Content starts

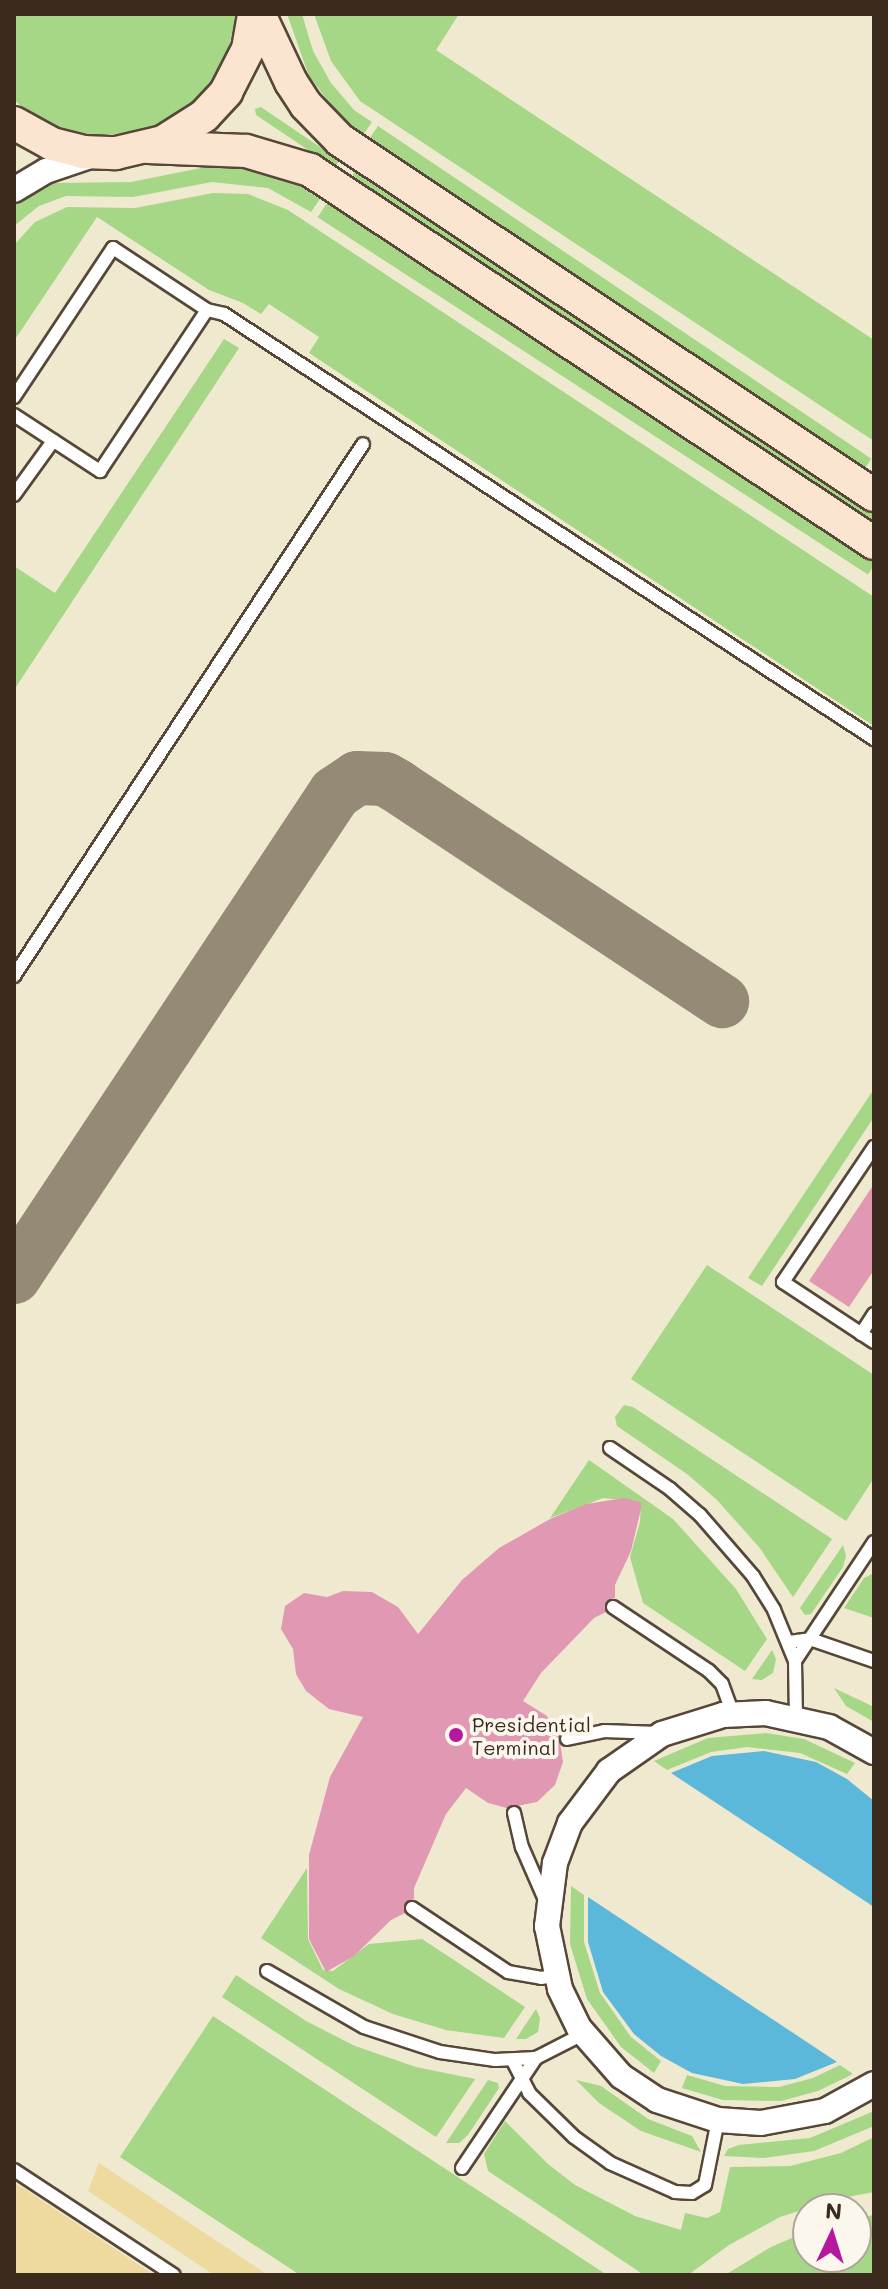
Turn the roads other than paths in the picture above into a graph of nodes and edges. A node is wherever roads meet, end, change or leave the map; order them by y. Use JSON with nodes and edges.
{"nodes":[{"id":1,"x":257,"y":14,"type":"edge"},
{"id":2,"x":14,"y":123,"type":"edge"},
{"id":3,"x":148,"y":147,"type":"junction"},
{"id":4,"x":100,"y":153,"type":"junction"},
{"id":5,"x":14,"y":190,"type":"edge"},
{"id":6,"x":207,"y":310,"type":"junction"},
{"id":7,"x":14,"y":397,"type":"edge"},
{"id":8,"x":14,"y":415,"type":"edge"},
{"id":9,"x":53,"y":441,"type":"junction"},
{"id":10,"x":363,"y":444,"type":"dead end"},
{"id":11,"x":14,"y":495,"type":"edge"},
{"id":12,"x":874,"y":495,"type":"edge"},
{"id":13,"x":874,"y":543,"type":"edge"},
{"id":14,"x":874,"y":739,"type":"edge"},
{"id":15,"x":14,"y":976,"type":"edge"},
{"id":16,"x":874,"y":1147,"type":"edge"},
{"id":17,"x":874,"y":1314,"type":"edge"},
{"id":18,"x":861,"y":1334,"type":"junction"},
{"id":19,"x":874,"y":1342,"type":"edge"},
{"id":20,"x":610,"y":1448,"type":"dead end"},
{"id":21,"x":874,"y":1542,"type":"edge"},
{"id":22,"x":613,"y":1607,"type":"dead end"},
{"id":23,"x":810,"y":1639,"type":"junction"},
{"id":24,"x":789,"y":1642,"type":"junction"},
{"id":25,"x":795,"y":1661,"type":"junction"},
{"id":26,"x":874,"y":1661,"type":"edge"},
{"id":27,"x":733,"y":1714,"type":"junction"},
{"id":28,"x":796,"y":1718,"type":"junction"},
{"id":29,"x":662,"y":1734,"type":"junction"},
{"id":30,"x":567,"y":1739,"type":"dead end"},
{"id":31,"x":874,"y":1752,"type":"edge"},
{"id":32,"x":514,"y":1813,"type":"dead end"},
{"id":33,"x":547,"y":1905,"type":"junction"},
{"id":34,"x":412,"y":1908,"type":"dead end"},
{"id":35,"x":267,"y":1971,"type":"dead end"},
{"id":36,"x":555,"y":1976,"type":"junction"},
{"id":37,"x":583,"y":2034,"type":"junction"},
{"id":38,"x":536,"y":2058,"type":"junction"},
{"id":39,"x":513,"y":2061,"type":"junction"},
{"id":40,"x":521,"y":2080,"type":"junction"},
{"id":41,"x":874,"y":2084,"type":"edge"},
{"id":42,"x":718,"y":2120,"type":"junction"},
{"id":43,"x":462,"y":2168,"type":"dead end"},
{"id":44,"x":14,"y":2170,"type":"edge"},
{"id":45,"x":174,"y":2275,"type":"edge"}],
"edges":[{"from":1,"to":3,"type":"street"},
{"from":1,"to":12,"type":"street"},
{"from":2,"to":4,"type":"street"},
{"from":3,"to":4,"type":"street"},
{"from":3,"to":13,"type":"street"},
{"from":4,"to":5,"type":"street"},
{"from":6,"to":7,"type":"lane"},
{"from":6,"to":9,"type":"lane"},
{"from":6,"to":14,"type":"lane"},
{"from":8,"to":9,"type":"lane"},
{"from":9,"to":11,"type":"lane"},
{"from":10,"to":15,"type":"lane"},
{"from":16,"to":18,"type":"lane"},
{"from":17,"to":18,"type":"lane"},
{"from":18,"to":19,"type":"lane"},
{"from":20,"to":24,"type":"lane"},
{"from":21,"to":23,"type":"lane"},
{"from":22,"to":27,"type":"lane"},
{"from":23,"to":24,"type":"lane"},
{"from":23,"to":25,"type":"lane"},
{"from":23,"to":26,"type":"lane"},
{"from":24,"to":25,"type":"lane"},
{"from":25,"to":28,"type":"lane"},
{"from":27,"to":28,"type":"street"},
{"from":27,"to":29,"type":"street"},
{"from":28,"to":31,"type":"street"},
{"from":29,"to":30,"type":"lane"},
{"from":29,"to":33,"type":"street"},
{"from":32,"to":33,"type":"lane"},
{"from":33,"to":36,"type":"street"},
{"from":34,"to":36,"type":"lane"},
{"from":35,"to":39,"type":"lane"},
{"from":36,"to":37,"type":"street"},
{"from":37,"to":38,"type":"lane"},
{"from":37,"to":42,"type":"street"},
{"from":38,"to":39,"type":"lane"},
{"from":38,"to":40,"type":"lane"},
{"from":39,"to":40,"type":"lane"},
{"from":40,"to":42,"type":"lane"},
{"from":40,"to":43,"type":"lane"},
{"from":41,"to":42,"type":"street"},
{"from":44,"to":45,"type":"lane"}]}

Content ends

§ What to do
Every line of the entries above that contains the word "edges" must be tallied, and the number alone reported.

§ Your solution
2